*** Begin section ***
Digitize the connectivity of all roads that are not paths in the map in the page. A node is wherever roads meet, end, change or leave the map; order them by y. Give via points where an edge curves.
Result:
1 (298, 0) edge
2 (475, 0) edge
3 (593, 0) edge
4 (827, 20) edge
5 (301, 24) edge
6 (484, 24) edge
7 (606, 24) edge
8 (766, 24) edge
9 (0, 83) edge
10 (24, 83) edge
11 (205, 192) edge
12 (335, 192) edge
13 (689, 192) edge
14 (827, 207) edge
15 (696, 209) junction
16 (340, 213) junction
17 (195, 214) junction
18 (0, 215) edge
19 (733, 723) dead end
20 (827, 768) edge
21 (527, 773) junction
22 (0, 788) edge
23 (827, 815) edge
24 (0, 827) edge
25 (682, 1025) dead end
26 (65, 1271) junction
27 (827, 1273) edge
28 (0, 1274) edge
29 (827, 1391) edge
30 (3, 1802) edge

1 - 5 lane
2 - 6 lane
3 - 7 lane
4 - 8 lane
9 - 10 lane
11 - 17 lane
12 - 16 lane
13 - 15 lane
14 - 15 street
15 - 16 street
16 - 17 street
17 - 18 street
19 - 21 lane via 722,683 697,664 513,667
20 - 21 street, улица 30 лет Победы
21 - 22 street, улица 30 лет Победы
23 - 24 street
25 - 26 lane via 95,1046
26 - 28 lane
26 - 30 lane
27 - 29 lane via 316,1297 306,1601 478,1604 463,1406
*** End section ***
The records shown above are to be copied exactly, every one of them.

Digitize the connectivity of all roads that are not paths in the map in the page. A node is wherever roads meet, end, change or leave the map; order them by y. Give via points where an edge curves.
Result:
1 (298, 0) edge
2 (475, 0) edge
3 (593, 0) edge
4 (827, 20) edge
5 (301, 24) edge
6 (484, 24) edge
7 (606, 24) edge
8 (766, 24) edge
9 (0, 83) edge
10 (24, 83) edge
11 (205, 192) edge
12 (335, 192) edge
13 (689, 192) edge
14 (827, 207) edge
15 (696, 209) junction
16 (340, 213) junction
17 (195, 214) junction
18 (0, 215) edge
19 (733, 723) dead end
20 (827, 768) edge
21 (527, 773) junction
22 (0, 788) edge
23 (827, 815) edge
24 (0, 827) edge
25 (682, 1025) dead end
26 (65, 1271) junction
27 (827, 1273) edge
28 (0, 1274) edge
29 (827, 1391) edge
30 (3, 1802) edge

1 - 5 lane
2 - 6 lane
3 - 7 lane
4 - 8 lane
9 - 10 lane
11 - 17 lane
12 - 16 lane
13 - 15 lane
14 - 15 street
15 - 16 street
16 - 17 street
17 - 18 street
19 - 21 lane via 722,683 697,664 513,667
20 - 21 street, улица 30 лет Победы
21 - 22 street, улица 30 лет Победы
23 - 24 street
25 - 26 lane via 95,1046
26 - 28 lane
26 - 30 lane
27 - 29 lane via 316,1297 306,1601 478,1604 463,1406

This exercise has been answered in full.